When we arrived in Denver, it was triple-digit hot. That was a sign that it was time to move to higher elevations, so we got on the freeway and headed toward Aspen. As mentioned above, our blue tester came with the 305-horsepower, 3.7-liter V-6 paired with a six-speed automatic. As tested, it cost $37,220. Providing shelter when the weather turned sour was a black soft top. To put the top down, we just had to unclip two clips and push a button, going from sheltered to sun-worshipper in less than 15 seconds. Once we got to slightly cooler climes, down went the top. However, that was fairly short-lived, and dark clouds became a sudden rainstorm. Fortunately, the top goes up in less time than it takes to put it down. Another plus is that because this isn’t a power-retractable hardtop, when the top is down, you don’t lose any trunk space. Because of spotty rain, we drove whenever we could with the top down, but there were times when the rain proved too much. We experienced more top-up driving than we had hoped for, but that turned out to be about 60 down/40 up, which isn’t bad.
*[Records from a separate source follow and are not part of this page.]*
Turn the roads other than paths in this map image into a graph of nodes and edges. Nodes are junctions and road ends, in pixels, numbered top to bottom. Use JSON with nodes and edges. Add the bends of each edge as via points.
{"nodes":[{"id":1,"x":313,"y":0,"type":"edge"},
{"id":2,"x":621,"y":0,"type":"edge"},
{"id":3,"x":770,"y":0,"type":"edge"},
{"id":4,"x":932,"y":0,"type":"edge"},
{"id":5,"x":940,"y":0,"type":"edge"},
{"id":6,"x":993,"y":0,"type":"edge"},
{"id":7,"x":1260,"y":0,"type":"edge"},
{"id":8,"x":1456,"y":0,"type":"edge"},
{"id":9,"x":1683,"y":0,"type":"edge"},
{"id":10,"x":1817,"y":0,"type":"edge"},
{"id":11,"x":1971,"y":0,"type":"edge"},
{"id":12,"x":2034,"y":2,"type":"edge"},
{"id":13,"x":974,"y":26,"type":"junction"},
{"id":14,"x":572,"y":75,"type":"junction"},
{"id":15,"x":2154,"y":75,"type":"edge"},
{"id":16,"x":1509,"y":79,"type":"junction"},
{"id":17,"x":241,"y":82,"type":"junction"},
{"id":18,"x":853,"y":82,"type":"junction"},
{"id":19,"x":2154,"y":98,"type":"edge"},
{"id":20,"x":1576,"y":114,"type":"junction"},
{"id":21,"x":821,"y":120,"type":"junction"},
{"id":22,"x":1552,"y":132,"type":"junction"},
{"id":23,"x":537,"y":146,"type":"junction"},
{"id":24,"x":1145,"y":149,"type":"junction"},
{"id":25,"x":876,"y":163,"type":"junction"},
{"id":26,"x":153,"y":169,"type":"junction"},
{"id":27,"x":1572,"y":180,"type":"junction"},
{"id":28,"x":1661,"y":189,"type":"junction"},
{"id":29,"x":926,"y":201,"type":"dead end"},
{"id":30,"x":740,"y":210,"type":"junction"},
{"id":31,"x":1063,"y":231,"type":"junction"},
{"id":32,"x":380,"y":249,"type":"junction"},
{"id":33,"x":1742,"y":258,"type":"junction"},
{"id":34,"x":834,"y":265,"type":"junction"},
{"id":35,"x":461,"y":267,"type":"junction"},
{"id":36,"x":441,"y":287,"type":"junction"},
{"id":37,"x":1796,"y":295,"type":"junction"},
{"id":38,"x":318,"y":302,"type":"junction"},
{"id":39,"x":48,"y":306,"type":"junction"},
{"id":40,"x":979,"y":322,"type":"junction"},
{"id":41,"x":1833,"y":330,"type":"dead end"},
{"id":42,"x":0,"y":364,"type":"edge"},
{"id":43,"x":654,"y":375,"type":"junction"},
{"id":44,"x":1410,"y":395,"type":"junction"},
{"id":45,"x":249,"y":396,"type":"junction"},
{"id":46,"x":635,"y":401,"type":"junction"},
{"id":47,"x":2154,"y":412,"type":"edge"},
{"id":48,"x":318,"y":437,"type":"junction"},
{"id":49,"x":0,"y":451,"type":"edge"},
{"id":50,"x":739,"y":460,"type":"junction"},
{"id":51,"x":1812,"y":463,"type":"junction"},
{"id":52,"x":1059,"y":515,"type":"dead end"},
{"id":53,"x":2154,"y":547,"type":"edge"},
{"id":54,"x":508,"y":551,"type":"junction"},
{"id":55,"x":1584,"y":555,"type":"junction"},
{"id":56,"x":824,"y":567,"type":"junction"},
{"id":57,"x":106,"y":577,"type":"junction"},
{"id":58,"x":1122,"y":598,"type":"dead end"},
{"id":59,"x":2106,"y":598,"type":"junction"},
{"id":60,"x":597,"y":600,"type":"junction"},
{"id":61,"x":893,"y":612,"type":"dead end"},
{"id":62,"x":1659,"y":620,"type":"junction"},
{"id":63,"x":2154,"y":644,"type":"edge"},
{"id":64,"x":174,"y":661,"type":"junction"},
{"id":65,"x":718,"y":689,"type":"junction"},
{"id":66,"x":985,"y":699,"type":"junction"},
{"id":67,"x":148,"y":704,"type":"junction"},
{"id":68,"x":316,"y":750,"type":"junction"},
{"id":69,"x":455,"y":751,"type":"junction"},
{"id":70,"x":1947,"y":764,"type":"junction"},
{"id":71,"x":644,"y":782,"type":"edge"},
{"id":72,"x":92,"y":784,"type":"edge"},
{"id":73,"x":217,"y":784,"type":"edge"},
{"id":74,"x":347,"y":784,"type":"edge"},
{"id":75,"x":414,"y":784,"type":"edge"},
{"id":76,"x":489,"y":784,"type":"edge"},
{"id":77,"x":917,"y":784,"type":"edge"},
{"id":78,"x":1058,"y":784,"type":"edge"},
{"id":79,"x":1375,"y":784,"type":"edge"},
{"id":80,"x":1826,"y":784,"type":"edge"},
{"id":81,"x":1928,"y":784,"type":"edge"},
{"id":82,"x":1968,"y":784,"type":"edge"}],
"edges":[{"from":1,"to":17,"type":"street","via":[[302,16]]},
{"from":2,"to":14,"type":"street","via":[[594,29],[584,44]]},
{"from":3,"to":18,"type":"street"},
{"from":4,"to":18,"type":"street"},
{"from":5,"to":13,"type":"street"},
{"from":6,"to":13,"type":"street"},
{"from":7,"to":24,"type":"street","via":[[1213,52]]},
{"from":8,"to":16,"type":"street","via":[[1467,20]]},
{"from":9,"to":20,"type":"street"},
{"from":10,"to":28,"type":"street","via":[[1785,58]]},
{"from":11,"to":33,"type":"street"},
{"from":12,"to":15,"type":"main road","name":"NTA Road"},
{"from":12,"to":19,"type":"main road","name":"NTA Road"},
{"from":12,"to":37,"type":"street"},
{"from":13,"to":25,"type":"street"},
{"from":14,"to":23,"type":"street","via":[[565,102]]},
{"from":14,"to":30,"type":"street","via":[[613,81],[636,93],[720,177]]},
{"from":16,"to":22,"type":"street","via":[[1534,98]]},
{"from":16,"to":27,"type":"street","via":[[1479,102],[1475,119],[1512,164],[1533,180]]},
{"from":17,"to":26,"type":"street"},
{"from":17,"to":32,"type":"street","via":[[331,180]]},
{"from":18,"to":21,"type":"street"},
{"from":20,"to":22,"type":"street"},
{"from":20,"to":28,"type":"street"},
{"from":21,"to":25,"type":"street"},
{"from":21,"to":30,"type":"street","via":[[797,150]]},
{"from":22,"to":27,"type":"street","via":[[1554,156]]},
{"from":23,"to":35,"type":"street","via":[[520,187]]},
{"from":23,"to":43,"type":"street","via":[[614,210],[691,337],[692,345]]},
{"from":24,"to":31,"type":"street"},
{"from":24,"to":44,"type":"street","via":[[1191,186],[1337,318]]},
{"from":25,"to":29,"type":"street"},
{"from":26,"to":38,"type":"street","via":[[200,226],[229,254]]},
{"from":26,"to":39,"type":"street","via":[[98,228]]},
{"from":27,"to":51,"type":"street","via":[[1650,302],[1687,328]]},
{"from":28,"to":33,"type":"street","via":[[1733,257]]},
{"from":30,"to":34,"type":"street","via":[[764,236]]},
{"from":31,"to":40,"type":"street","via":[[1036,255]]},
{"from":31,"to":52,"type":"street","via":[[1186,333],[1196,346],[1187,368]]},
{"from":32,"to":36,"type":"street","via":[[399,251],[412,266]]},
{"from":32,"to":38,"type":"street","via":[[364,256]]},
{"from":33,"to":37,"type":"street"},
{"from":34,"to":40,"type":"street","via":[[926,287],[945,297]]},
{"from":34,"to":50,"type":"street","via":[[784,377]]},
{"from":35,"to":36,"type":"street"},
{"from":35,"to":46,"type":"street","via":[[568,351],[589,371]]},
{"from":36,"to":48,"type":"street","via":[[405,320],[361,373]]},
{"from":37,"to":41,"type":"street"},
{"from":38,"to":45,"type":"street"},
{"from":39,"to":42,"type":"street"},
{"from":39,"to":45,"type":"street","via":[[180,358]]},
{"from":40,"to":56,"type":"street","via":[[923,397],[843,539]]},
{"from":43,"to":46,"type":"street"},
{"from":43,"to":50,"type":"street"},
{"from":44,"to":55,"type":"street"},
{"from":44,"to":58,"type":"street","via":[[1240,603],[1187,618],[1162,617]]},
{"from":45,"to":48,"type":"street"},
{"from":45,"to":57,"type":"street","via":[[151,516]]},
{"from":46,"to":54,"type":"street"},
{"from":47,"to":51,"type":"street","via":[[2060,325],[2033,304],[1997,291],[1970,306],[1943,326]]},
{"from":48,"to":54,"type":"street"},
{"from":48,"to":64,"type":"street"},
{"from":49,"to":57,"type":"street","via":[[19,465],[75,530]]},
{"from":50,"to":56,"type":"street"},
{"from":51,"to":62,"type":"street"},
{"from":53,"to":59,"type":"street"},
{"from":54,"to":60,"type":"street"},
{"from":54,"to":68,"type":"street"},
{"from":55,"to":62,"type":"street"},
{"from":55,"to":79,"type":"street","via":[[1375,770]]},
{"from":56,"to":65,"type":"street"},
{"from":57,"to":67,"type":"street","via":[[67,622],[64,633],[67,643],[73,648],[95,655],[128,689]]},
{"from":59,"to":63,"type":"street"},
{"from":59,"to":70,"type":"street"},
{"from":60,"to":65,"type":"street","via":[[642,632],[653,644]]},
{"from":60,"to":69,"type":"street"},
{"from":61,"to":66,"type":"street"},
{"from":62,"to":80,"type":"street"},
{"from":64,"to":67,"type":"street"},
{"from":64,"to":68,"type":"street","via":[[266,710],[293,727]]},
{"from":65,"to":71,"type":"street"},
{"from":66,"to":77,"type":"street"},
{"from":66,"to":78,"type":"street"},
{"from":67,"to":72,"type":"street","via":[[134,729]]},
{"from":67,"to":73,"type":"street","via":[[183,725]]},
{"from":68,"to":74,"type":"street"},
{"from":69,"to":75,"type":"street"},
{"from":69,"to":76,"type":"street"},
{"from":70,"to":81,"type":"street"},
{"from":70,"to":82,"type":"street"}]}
There are certainly pluses and minuses with this car, some of which we noticed right away. For example, the convertible’s iconic lines are still eye-catching. In addition, driving top-up and top-down, the cabin was surprisingly quiet. The HVAC controls on the center stack aren’t the most beautiful, but they are very easy to use. When it comes to convenience and ergonomics, the Mustang is excellent. It took little time to get everything just right for a scenic drive.
But there were some disappointments, too. Heading out of Denver, we wanted to control the transmission as we climbed to higher elevations. We quickly discovered there are no paddles, and the shifter only allows shifting between First, Second, Third, and Drive. When put in Drive, the shifts are too slow. In addition, the ride felt marshmallowy in turns, yet that didn’t translate into a comfortable ride. Sure, on freshly paved roads, it was great, yet once the surface got rough, jarring bumps were transmitted through the seat and steering wheel. That’s something that’s likely caused, at least in part, by the live rear axle. Additional structural rigidity would help, but with V-6 models, that kind of upgrade is only offered with the coupe. At the track, the Mustang hit 60 mph in 6.5 seconds, and completed the quarter mile in 14.8 seconds at 95.3 mph. Both are impressive numbers. Braking from 60 was a decent 124 feet. And during our test, we got 21.5 mpg, with a combination of hill climbs, spirited driving on twisty mountain roads, all with the engine a little out of breath — and being pushed harder because of it — at Rocky Mountain altitudes.
This is not as much a sports car as it is a highway cruiser. (The V-8 Mustang leans more toward sports-car attitude.) Driving hard through curves reveals some of the car’s weaknesses. However, if you look at this as a comfortable way to soak up the world around you — sights, sounds, smells, and all — then have fun with the quick acceleration, set the stereo to the right station, and enjoy the experience of open-air driving.